Task item: Where does the word "Yaek" show up in the data? Please find each such line and copy it.

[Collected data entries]

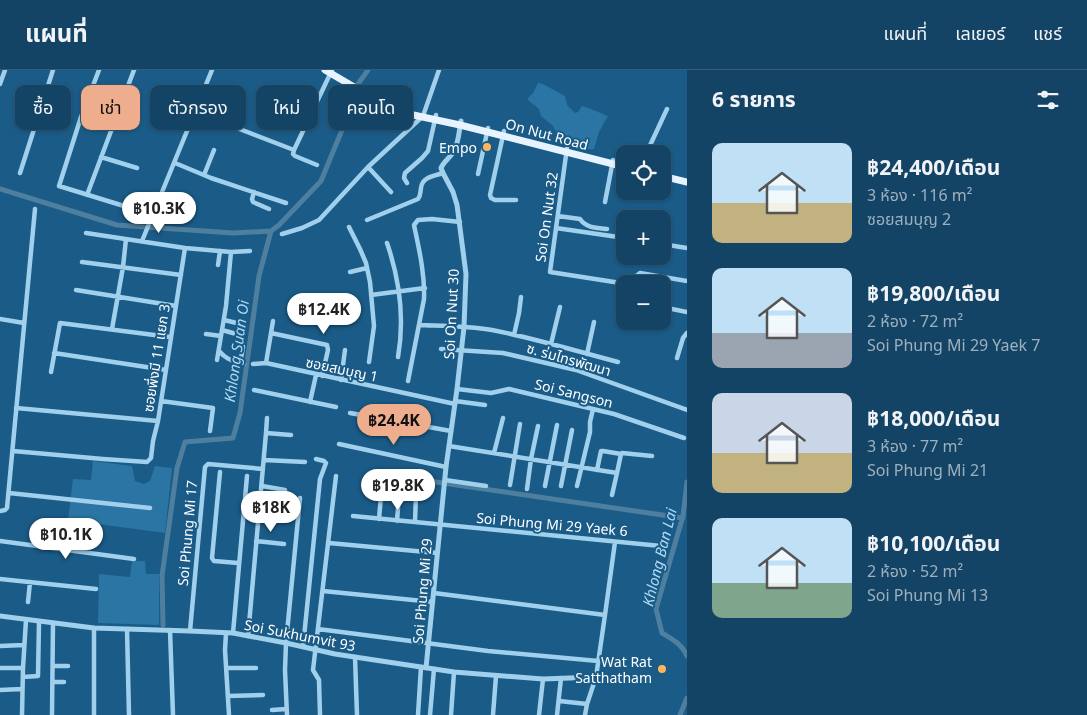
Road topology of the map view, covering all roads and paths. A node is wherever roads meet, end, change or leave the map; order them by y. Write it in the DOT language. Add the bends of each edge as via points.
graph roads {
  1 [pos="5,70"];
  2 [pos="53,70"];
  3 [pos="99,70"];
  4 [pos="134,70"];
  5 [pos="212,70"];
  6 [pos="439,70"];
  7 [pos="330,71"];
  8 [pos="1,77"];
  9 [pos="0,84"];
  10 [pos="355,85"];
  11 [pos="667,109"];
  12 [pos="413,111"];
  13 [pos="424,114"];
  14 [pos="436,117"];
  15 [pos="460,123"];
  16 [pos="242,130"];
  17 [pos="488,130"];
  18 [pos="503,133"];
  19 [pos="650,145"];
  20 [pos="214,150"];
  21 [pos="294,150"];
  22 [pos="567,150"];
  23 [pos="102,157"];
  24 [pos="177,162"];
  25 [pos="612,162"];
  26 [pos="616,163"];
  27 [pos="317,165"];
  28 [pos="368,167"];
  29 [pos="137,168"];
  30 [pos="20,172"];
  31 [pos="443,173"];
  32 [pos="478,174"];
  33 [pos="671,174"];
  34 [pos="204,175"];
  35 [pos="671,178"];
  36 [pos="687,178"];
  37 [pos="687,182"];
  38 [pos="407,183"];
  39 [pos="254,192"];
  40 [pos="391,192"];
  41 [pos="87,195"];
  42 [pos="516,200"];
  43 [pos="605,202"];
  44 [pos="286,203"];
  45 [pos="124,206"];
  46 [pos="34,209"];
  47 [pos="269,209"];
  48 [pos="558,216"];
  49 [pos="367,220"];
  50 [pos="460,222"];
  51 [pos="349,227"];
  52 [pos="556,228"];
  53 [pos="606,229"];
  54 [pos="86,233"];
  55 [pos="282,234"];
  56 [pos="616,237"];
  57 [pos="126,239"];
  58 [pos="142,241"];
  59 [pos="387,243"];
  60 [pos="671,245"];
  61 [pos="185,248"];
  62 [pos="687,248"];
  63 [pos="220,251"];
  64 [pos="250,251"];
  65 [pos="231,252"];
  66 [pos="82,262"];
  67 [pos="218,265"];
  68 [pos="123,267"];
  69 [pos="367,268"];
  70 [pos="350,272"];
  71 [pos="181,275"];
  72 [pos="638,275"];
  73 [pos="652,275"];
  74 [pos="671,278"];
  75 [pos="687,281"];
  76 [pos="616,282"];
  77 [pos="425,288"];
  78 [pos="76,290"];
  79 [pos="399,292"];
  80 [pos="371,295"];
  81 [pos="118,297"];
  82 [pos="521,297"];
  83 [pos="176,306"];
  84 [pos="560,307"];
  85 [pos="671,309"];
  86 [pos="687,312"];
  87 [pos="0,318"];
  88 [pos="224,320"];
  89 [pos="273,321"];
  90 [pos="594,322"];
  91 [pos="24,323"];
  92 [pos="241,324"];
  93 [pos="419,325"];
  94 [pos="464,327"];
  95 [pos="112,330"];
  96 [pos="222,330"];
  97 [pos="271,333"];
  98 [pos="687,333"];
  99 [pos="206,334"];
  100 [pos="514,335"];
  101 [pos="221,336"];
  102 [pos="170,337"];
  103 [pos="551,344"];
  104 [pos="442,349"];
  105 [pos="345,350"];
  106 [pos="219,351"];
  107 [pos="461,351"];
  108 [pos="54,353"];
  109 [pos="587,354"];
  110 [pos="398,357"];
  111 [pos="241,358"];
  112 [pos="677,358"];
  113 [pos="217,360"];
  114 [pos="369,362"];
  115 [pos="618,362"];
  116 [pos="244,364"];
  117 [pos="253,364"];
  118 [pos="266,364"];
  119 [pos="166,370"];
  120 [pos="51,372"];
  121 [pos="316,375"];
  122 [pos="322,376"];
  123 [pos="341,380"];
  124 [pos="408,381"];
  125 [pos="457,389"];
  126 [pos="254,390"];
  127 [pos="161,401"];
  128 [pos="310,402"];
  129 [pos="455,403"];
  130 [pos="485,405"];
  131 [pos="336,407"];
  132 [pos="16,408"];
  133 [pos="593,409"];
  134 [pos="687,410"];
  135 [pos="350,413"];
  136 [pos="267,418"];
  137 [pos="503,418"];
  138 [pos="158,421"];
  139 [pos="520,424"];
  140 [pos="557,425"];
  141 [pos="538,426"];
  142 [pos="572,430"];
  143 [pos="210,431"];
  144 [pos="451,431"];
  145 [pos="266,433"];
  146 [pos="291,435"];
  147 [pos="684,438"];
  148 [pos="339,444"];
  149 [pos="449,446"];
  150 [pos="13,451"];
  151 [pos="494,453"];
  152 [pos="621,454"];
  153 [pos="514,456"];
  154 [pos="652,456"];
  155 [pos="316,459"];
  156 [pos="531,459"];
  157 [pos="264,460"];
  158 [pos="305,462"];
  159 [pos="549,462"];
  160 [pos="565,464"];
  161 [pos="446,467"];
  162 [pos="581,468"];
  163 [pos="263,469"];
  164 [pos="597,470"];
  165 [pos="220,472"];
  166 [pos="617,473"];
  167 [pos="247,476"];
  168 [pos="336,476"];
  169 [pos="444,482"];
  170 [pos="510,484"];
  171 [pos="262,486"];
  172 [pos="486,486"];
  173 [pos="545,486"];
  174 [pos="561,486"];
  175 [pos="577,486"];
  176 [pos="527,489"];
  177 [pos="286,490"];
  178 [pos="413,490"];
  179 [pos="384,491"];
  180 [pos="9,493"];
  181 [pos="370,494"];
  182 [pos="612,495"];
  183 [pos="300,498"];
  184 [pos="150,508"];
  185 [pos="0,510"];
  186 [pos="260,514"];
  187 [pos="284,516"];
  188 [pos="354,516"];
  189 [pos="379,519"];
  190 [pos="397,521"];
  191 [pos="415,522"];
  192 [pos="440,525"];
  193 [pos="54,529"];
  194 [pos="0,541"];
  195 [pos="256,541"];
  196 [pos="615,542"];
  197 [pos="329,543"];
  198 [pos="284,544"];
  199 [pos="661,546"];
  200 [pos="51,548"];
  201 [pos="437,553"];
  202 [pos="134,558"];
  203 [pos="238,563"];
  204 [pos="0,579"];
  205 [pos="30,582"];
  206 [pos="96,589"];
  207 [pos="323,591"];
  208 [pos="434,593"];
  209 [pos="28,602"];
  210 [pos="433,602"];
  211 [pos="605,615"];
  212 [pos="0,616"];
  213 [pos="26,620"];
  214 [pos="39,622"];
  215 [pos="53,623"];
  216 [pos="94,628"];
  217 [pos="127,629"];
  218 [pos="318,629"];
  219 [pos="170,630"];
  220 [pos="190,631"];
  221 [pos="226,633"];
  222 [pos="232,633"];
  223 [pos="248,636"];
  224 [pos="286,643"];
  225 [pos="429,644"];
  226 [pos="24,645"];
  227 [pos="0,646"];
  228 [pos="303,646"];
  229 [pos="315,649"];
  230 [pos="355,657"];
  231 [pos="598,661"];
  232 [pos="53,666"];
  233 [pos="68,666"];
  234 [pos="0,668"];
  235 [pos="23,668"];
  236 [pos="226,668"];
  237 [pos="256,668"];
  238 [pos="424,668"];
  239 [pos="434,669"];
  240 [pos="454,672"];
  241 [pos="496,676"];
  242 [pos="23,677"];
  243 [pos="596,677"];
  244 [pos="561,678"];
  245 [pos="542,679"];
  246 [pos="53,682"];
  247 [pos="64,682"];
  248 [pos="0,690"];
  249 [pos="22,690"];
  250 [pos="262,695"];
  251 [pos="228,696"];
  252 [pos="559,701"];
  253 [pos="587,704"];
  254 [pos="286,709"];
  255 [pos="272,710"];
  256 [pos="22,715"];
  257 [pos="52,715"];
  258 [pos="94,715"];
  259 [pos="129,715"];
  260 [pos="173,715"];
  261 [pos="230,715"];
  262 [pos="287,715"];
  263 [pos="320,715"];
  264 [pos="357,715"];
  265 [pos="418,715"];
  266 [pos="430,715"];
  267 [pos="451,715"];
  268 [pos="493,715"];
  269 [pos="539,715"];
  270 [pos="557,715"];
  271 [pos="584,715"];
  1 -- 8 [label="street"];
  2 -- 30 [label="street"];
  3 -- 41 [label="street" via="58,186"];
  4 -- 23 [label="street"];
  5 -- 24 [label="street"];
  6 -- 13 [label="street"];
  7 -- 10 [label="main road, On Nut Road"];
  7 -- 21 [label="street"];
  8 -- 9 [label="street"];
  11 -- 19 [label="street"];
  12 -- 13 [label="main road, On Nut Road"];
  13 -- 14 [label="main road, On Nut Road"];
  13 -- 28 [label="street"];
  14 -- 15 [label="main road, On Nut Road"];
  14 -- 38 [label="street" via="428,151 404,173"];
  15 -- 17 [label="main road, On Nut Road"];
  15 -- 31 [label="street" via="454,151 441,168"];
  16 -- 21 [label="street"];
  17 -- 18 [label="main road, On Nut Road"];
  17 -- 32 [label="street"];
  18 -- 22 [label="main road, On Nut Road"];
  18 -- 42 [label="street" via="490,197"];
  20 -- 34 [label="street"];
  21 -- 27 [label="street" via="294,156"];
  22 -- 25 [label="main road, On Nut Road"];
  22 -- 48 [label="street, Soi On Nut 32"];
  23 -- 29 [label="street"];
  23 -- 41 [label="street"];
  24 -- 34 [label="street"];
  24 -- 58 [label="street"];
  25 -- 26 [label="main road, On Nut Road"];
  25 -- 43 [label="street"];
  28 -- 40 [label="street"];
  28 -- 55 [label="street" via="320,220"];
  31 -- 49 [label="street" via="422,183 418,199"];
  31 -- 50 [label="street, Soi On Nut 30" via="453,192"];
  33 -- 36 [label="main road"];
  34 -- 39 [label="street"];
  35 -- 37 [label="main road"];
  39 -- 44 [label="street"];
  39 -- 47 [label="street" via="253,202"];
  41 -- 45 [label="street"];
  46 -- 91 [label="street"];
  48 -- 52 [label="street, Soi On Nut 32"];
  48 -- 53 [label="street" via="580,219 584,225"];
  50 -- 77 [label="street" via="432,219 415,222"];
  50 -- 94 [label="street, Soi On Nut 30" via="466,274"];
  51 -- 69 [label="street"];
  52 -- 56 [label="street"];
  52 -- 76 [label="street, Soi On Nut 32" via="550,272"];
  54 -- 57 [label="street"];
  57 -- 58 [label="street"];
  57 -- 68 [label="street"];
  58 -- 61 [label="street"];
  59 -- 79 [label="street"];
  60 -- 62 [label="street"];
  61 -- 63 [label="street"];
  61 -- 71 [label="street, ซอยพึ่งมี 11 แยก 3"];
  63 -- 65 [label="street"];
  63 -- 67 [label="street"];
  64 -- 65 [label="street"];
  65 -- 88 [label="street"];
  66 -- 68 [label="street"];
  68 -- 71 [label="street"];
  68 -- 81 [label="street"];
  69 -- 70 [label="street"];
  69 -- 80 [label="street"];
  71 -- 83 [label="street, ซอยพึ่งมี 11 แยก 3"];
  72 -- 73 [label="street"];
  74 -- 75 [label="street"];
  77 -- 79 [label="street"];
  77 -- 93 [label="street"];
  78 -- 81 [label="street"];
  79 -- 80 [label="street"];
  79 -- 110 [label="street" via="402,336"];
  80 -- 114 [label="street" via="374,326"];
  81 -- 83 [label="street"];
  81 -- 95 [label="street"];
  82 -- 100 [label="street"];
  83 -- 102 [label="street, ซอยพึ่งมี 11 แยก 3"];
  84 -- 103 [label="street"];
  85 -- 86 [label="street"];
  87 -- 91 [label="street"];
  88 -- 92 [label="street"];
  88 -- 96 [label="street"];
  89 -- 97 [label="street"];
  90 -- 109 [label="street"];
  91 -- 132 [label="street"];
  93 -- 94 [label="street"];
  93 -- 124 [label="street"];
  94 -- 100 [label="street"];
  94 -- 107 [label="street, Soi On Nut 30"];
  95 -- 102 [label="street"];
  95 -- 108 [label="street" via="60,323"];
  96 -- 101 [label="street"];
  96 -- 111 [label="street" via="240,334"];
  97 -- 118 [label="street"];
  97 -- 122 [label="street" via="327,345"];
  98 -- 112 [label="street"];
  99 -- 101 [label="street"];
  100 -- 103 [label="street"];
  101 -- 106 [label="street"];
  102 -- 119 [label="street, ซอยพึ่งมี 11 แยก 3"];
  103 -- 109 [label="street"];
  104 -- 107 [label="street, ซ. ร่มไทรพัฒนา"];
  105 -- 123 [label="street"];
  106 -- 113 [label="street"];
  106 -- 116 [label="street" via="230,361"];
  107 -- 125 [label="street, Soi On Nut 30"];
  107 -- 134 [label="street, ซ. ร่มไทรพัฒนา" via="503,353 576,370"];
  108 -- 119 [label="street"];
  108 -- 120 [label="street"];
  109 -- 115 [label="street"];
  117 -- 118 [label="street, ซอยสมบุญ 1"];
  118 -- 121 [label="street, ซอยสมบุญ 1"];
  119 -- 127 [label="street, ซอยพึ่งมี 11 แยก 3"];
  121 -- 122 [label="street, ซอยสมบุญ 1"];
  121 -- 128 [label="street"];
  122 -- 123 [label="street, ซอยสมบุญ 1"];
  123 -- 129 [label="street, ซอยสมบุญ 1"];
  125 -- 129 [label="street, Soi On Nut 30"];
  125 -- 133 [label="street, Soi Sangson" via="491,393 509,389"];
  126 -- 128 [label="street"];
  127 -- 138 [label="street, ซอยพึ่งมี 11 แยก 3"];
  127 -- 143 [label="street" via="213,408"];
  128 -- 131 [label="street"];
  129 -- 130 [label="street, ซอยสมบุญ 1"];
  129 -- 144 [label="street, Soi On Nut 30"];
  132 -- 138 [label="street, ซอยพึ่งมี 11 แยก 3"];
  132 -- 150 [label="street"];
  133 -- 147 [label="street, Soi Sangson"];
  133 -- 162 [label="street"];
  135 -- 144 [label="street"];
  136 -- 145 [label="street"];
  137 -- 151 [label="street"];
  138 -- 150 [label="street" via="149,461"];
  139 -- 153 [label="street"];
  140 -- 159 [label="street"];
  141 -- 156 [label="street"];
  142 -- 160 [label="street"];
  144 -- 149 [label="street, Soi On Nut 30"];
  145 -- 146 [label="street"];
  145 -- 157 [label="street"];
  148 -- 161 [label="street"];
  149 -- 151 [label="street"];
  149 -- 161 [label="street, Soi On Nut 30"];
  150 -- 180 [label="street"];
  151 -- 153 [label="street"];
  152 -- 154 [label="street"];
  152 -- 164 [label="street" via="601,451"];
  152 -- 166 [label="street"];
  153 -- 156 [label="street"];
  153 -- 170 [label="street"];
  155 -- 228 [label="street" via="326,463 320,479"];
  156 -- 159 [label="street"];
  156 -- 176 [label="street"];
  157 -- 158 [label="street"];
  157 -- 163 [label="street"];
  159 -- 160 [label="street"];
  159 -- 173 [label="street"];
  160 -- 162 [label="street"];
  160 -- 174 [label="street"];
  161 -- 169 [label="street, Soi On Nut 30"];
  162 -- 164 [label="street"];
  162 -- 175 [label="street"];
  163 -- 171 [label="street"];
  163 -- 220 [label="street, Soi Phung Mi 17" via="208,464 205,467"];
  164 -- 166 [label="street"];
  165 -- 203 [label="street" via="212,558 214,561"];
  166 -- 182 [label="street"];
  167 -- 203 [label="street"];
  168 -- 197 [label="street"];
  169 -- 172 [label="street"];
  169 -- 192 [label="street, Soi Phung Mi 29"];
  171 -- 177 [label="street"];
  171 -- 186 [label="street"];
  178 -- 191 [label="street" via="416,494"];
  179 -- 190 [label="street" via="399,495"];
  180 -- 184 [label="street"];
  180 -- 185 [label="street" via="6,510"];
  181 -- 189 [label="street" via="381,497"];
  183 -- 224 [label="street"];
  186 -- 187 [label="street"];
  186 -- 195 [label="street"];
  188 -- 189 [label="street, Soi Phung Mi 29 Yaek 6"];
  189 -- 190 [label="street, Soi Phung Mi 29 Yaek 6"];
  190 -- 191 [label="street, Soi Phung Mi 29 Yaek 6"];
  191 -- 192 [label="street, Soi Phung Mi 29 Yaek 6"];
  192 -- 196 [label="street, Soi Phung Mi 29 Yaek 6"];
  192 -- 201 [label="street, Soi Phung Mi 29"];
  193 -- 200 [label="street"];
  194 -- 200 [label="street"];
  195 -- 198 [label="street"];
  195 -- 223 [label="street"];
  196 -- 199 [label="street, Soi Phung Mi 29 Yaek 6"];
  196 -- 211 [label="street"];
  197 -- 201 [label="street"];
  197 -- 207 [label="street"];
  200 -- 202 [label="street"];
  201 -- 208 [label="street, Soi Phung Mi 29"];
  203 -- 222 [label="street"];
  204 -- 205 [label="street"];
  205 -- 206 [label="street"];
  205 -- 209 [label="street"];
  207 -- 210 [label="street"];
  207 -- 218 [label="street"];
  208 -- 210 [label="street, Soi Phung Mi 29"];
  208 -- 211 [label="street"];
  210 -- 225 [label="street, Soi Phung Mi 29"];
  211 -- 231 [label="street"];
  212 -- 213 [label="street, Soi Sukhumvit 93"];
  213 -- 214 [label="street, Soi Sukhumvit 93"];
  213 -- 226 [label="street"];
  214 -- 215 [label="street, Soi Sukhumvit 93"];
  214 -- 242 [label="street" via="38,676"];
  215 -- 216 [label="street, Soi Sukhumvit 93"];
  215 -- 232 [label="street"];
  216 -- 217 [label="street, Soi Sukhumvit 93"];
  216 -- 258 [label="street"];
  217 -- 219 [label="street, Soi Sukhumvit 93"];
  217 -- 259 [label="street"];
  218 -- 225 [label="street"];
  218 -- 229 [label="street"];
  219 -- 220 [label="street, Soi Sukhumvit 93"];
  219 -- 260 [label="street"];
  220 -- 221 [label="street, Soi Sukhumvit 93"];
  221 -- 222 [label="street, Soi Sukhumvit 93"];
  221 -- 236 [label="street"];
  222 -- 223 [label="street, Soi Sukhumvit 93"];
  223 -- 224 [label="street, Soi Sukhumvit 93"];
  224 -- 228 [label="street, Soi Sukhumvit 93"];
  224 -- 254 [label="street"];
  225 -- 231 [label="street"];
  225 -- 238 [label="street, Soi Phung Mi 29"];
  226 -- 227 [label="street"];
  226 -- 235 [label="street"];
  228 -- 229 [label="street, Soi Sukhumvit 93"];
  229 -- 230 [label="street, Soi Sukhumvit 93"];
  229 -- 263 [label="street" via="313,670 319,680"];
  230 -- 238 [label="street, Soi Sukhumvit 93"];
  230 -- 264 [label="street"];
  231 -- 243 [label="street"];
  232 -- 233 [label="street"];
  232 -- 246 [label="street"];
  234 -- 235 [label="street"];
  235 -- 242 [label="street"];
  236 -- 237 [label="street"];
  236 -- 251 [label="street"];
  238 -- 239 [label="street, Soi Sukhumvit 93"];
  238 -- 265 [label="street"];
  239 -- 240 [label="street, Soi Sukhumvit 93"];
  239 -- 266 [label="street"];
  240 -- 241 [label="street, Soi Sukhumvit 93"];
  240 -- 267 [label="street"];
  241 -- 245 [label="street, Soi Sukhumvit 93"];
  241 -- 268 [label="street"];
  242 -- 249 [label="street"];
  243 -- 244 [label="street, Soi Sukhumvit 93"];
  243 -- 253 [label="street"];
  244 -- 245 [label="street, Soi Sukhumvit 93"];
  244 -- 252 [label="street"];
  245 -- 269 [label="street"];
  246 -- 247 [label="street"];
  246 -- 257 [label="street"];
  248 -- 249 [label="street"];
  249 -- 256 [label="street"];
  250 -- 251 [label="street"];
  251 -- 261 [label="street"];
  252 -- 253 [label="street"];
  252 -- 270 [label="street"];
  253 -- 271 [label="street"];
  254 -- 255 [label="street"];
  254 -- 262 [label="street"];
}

Response to the exercise:
  188 -- 189 [label="street, Soi Phung Mi 29 Yaek 6"];
  189 -- 190 [label="street, Soi Phung Mi 29 Yaek 6"];
  190 -- 191 [label="street, Soi Phung Mi 29 Yaek 6"];
  191 -- 192 [label="street, Soi Phung Mi 29 Yaek 6"];
  192 -- 196 [label="street, Soi Phung Mi 29 Yaek 6"];
  196 -- 199 [label="street, Soi Phung Mi 29 Yaek 6"];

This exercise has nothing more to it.